Sono arrivata in Mozambico con le valige cariche di aspettative e di paure. L’attesa è stata resa ancora più estenuante dal momento storico unico che stiamo vivendo: questa lunghissima pandemia che ancora ci colpisce ha lasciato noi volontari per un anno intero in bilico tra la certezza dell’impossibilità di vivere questa esperienza e una debole speranza che la situazione si sbloccasse. Il 14 dicembre, quando finalmente sono atterrata nella capitale Maputo, ero tanto stanca quanto incredula e ho impiegato circa una settimana per realizzare che sì, ce l’avevo fatta davvero!
Mi sono iniziata ad ambientare molto prima di quanto avrei mai immaginato, soprattutto grazie al fatto che abito nella casa di una famiglia locale, quindi ho iniziato da subito a conoscere davvero tutto ciò che implica la vita in un paese straniero così diverso dal nostro, a partire dalla lingua fino all’educazione dei figli, i modi di dire che usano, le usanze per celebrare le feste religiose o quelle nazionali (bellissima ad esempio la tradizione con cui le amiche indossano lo stesso tessuto nel giorno della donna mozambicana) o per occuparsi delle faccende domestiche… Sono stata fin da subito accolta e trattata come se davvero avessi SEMPRE fatto parte di quella famiglia e di questo paese!
Qualche settimana dopo ho iniziato le prime attività con le varie associazioni con le quali AGAPE e PASSI, suo partner, collaborano a livello locale, cominciando innanzitutto a lavorare nella gestione e risoluzione dei casi di violenza psicologica, economica o fisica, rivolti soprattutto a donne, che vengono di volta in volta segnalati dai responsabili nei vari bairros (quartieri) più periferici e problematici della città.
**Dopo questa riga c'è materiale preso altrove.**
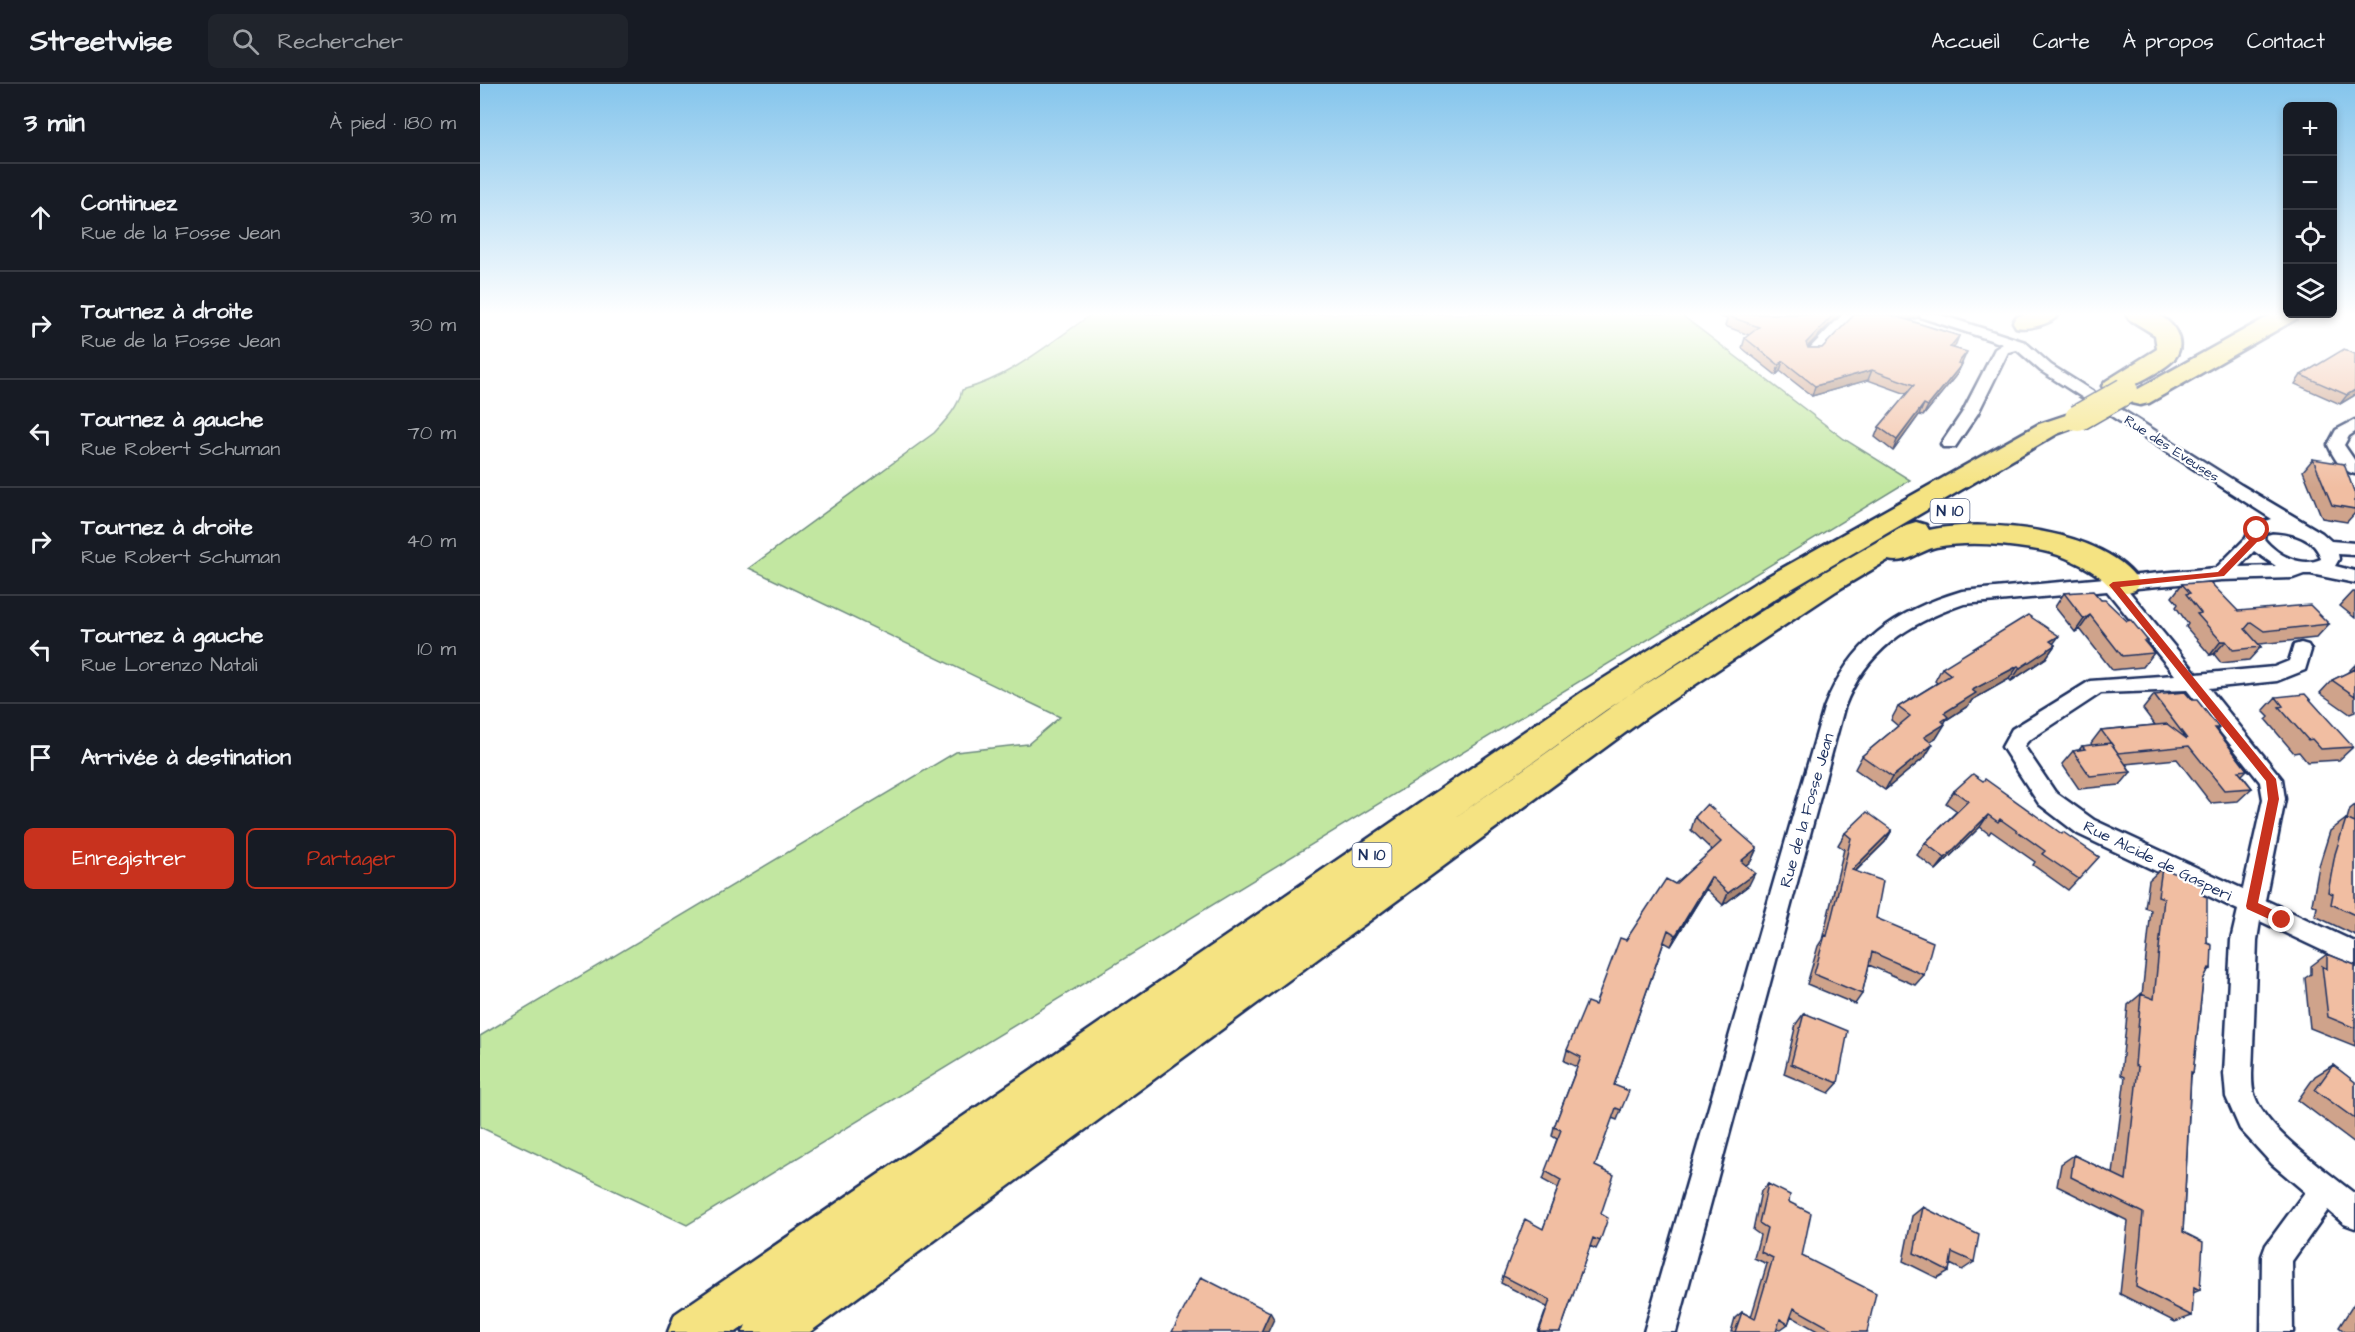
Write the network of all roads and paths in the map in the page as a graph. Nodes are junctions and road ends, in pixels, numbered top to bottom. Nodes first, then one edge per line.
1 (1990, 372) edge
2 (2053, 372) edge
3 (2147, 372) edge
4 (2159, 372) edge
5 (2167, 372) edge
6 (2126, 392) junction
7 (2072, 421) junction
8 (2355, 425) edge
9 (1949, 444) dead end
10 (2355, 469) edge
11 (2235, 489) junction
12 (2310, 535) junction
13 (2254, 537) junction
14 (2355, 549) edge
15 (2329, 554) junction
16 (2355, 559) edge
17 (2307, 567) junction
18 (2355, 568) edge
19 (2220, 574) junction
20 (2355, 577) edge
21 (2119, 584) junction
22 (1807, 597) junction
23 (2301, 650) dead end
24 (2193, 682) junction
25 (2252, 906) junction
26 (2355, 954) edge
27 (2325, 1190) junction
28 (2355, 1213) edge
29 (693, 1332) edge
30 (768, 1332) edge
31 (1660, 1332) edge
32 (2277, 1332) edge

1 - 9 street
2 - 11 street, Rue des Eveuses
3 - 6 main road
4 - 6 main road, N 10
5 - 6 main road, N 10
6 - 7 main road, N 10
7 - 22 main road, N 10
7 - 29 main road, N 10
8 - 10 street
11 - 12 street, Rue des Eveuses
11 - 13 street, Rue des Eveuses
12 - 13 street
12 - 15 street
13 - 17 street
13 - 19 street
14 - 15 street
15 - 16 street
15 - 17 street
15 - 18 street
17 - 19 street, Rue de la Fosse Jean
17 - 20 street
19 - 21 street, Rue de la Fosse Jean
21 - 22 main road
21 - 24 street
21 - 31 street, Rue de la Fosse Jean
22 - 30 main road, N 10
23 - 24 street
24 - 25 street
24 - 25 street, Rue Alcide de Gasperi
25 - 26 street
25 - 27 street
27 - 28 street
27 - 32 street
Un lavoro tanto difficile quanto importante per la comunità, che insegna anche a fare i conti a volte con alcuni aspetti negativi come la poca efficienza delle istituzioni o la cultura machista diffusa in molte zone, ma allo stesso tempo con molti dei miei limiti personali.
Con un’altra organizzazione, l’associazione Machaka, che solo da qualche settimana ha ripreso a lavorare a pieno ritmo a causa delle restrizioni mozambicane anti-covid, sto svolgendo delle attività di doposcuola, lavora nel bairro più difficile di tutta la città, e cerca di migliorare la condizione educativa dei bambini e ragazzi attraverso, tra gli altri, corsi di lingue straniere e arteterapia. Infine, ho iniziato da poco ad assistere settimanalmente alle visite ai pazienti nel Centro di Riabilitazione Psicosociale di Mahotas.
Sto avendo così l’occasione di conoscere molti e diversi lati di questo paese e soprattutto del suo popolo, così vivace e accogliente, capace di accettare con un sorriso o di affrontare con soluzioni alternative cose che spesso noi europei non vorremmo nemmeno vedere (e qui mi sento di dire di non parlare per stereotipi ma di quello che realmente ho osservato finora).
Da persona che non ha mai vissuto fuori dalla terra natia, sono sempre più convinta che l’atteggiamento giusto da adottare in questo caso sia l’apertura: qui ho fatto cose che non mi sarei mai aspettata di riuscire a fare, ho trovato cose che non avrei mai immaginato ci fossero e non ho visto cose che ero sicura che avrei visto ad ogni angolo di strada! Sono a poco più di metà del mio percorso perciò ci sono ancora tante cose che potrò scoprire e provare qui nei prossimi 4 mesi, ma di sicuro non posso fare altro che consigliare un’esperienza come questa a chiunque abbia voglia di mettersi in gioco e cambiare prospettiva, per tornare a casa davvero con occhi nuovi!